Saturday, February 19, 2005
Logic of Hollywood
My book has finally made it to the book stores. What is it about? The Big Picture is neither pro nor anti Hollywood: it is a demystification of it. The thesis, as perverse as it may sound, is that there is an underlying logic to today’s multibillion-dollar entertainment economy--and that those who run the industry understand it
The gross misunderstanding most people have about Hollywood proceeds from the assumption that the business is about making movies. Once upon a time, it was: as late as 1948, two-thirds of Americans went to the movies every week and the tickets they bought accounted for virtually all of Hollywood's profits. But the lights blinked out in that universe more than half a century ago, obliterated by the bright blue glow of television.

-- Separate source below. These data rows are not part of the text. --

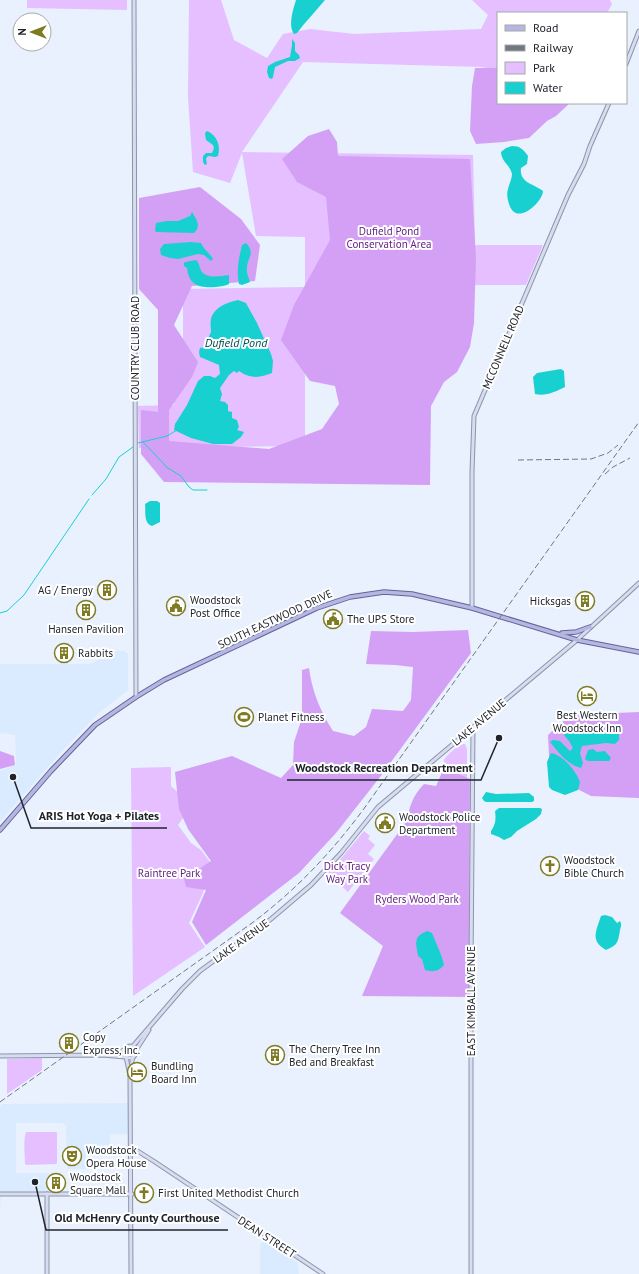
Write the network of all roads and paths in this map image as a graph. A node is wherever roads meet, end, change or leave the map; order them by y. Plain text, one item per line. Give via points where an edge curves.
1 (134, 0) edge
2 (639, 31) edge
3 (627, 61) edge
4 (609, 104) edge
5 (639, 583) edge
6 (472, 608) junction
7 (590, 627) junction
8 (558, 633) junction
9 (577, 640) junction
10 (639, 652) edge
11 (136, 696) junction
12 (473, 727) junction
13 (0, 830) edge
14 (149, 1028) junction
15 (133, 1046) junction
16 (124, 1050) junction
17 (136, 1050) junction
18 (102, 1055) junction
19 (0, 1056) edge
20 (126, 1057) junction
21 (133, 1058) junction
22 (130, 1076) junction
23 (130, 1148) junction
24 (0, 1194) edge
25 (47, 1194) junction
26 (132, 1194) junction
27 (48, 1274) edge
28 (132, 1274) edge
29 (323, 1274) edge
30 (471, 1274) edge

1 - 11 street, COUNTRY CLUB ROAD
2 - 3 street
4 - 6 street, MCCONNELL ROAD via 474,416
5 - 7 street, LAKE AVENUE
6 - 8 main road, SOUTH EASTWOOD DRIVE
6 - 11 main road, SOUTH EASTWOOD DRIVE via 407,593 384,592 350,597 318,608 164,680
7 - 8 main road via 570,633
7 - 9 street, LAKE AVENUE
8 - 9 main road, SOUTH EASTWOOD DRIVE
9 - 10 main road, SOUTH EASTWOOD DRIVE
9 - 12 street, LAKE AVENUE
11 - 13 main road, SOUTH EASTWOOD DRIVE via 95,725
12 - 14 street, LAKE AVENUE via 378,807 328,868 295,900 189,981
12 - 30 street, EAST KIMBALL AVENUE
14 - 15 street, LAKE AVENUE
14 - 17 street, LAKE AVENUE
15 - 16 street via 128,1046
15 - 17 street
16 - 18 street
16 - 20 street
17 - 21 street
18 - 19 street
18 - 20 street
20 - 21 street
20 - 22 street
21 - 22 street
22 - 23 street
23 - 26 street
23 - 29 street, DEAN STREET
24 - 25 street
25 - 26 street
25 - 27 street
26 - 28 street

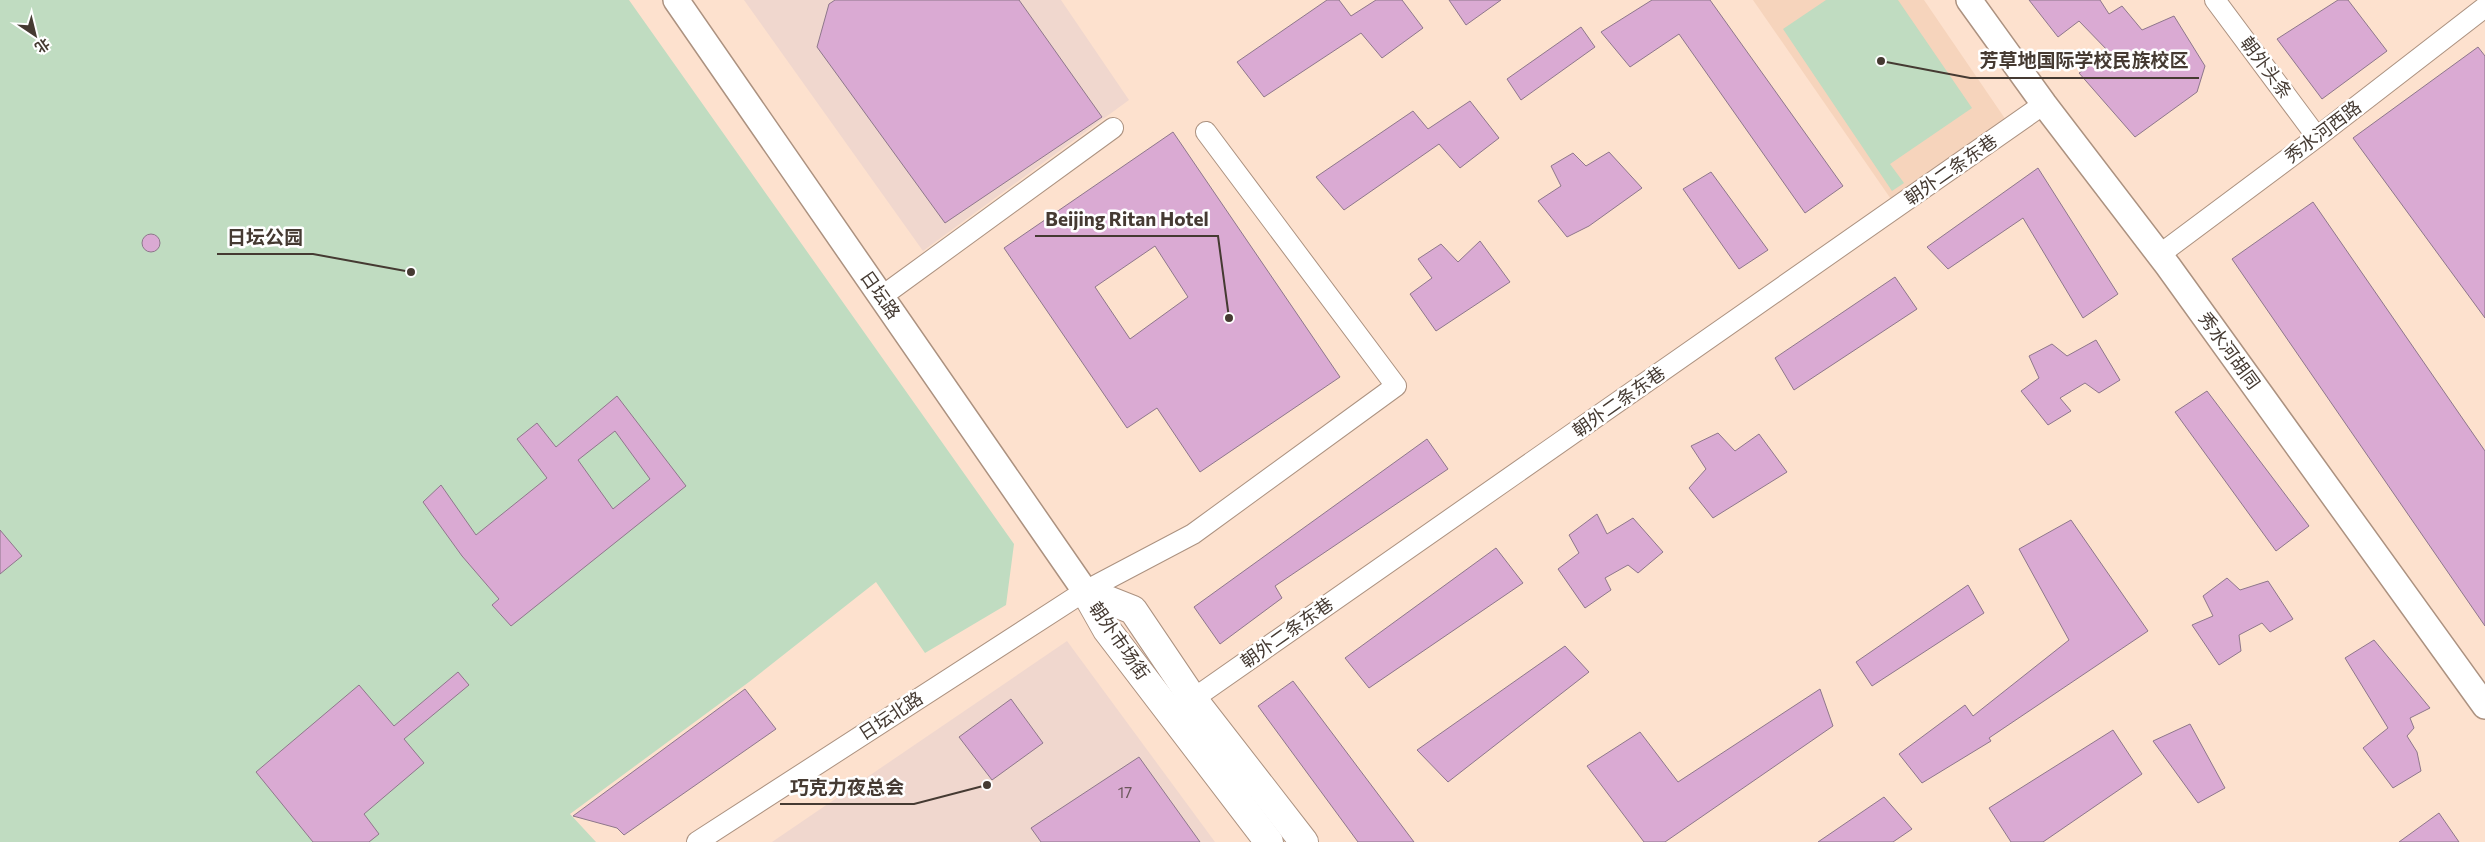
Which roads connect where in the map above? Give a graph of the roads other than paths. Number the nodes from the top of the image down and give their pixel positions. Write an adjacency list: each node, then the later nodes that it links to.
1 (676, 0): 10 (street, 日坛路)
2 (1969, 0): 5 (street, 秀水河胡同)
3 (2215, 0): 8 (street, 朝外头条)
4 (2485, 7): 8 (street, 秀水河西路)
5 (2044, 104): 9 (street, 秀水河胡同); 12 (street, 朝外二条东巷)
6 (1112, 128): 10 (street)
7 (1206, 132): 11 (street, 日坛北路)
8 (2318, 137): 9 (street, 秀水河西路)
9 (2159, 255): 13 (street, 秀水河胡同)
10 (881, 297): 11 (street, 日坛路)
11 (1085, 591): 12 (main road, 朝外市场街); 14 (street, 日坛北路); 15 (main road, 朝外市场街)
12 (1193, 699): 16 (main road, 朝外市场街)
13 (2485, 706)
14 (697, 842)
15 (1269, 842)
16 (1304, 842)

Today, the big picture is very different. On an average night about 4 million Americans go to the movies, while more than 260 million Americans stay home to watch something-- a program, video, DVD-- on television. Hollywood may continue to pay lip service to its ever-diminishing audience of moviegoers, but it now makes its real money from the home audience. To tighten their grip on it, the studios gradually extended their domain over the entire television industry. All six broadcast networks and most of the commercial cable channels are now owned by the corporate parents of the six big studios-- new Hollywood's sexopoly -- and the studios make most, if not all their money, from that captive home audience. As far as the studios are concerned, the main function of the remaining moviegoing audience-- barely ten percent of the population-- is to help establish a movie in the public’s mind for the all-important home market. To get it, they go after that part of it they can most efficiently find. Happily for the studios, the audience that has proved easiest to find (because they’re home watching TV), lasso (with a barrage of 30-seconds ads) and herd to the multiplexes for big opening weekends is also the primary audience for videos, merchandising tie-ins, and character-driven video games: teenagers. As a result, people under 21 now make up over 62 percent of habitual moviegoers.
Not surprisingly, the creative decisions of the sexopoly are largely driven by the economic necessity of capturing the home audience. But that is not the whole story. There is also a social logic involving awards, prestige, star worship, publicity-mongering, power, and even the impulse to make a work of art, which, though less tangible, also informs the Big Picture.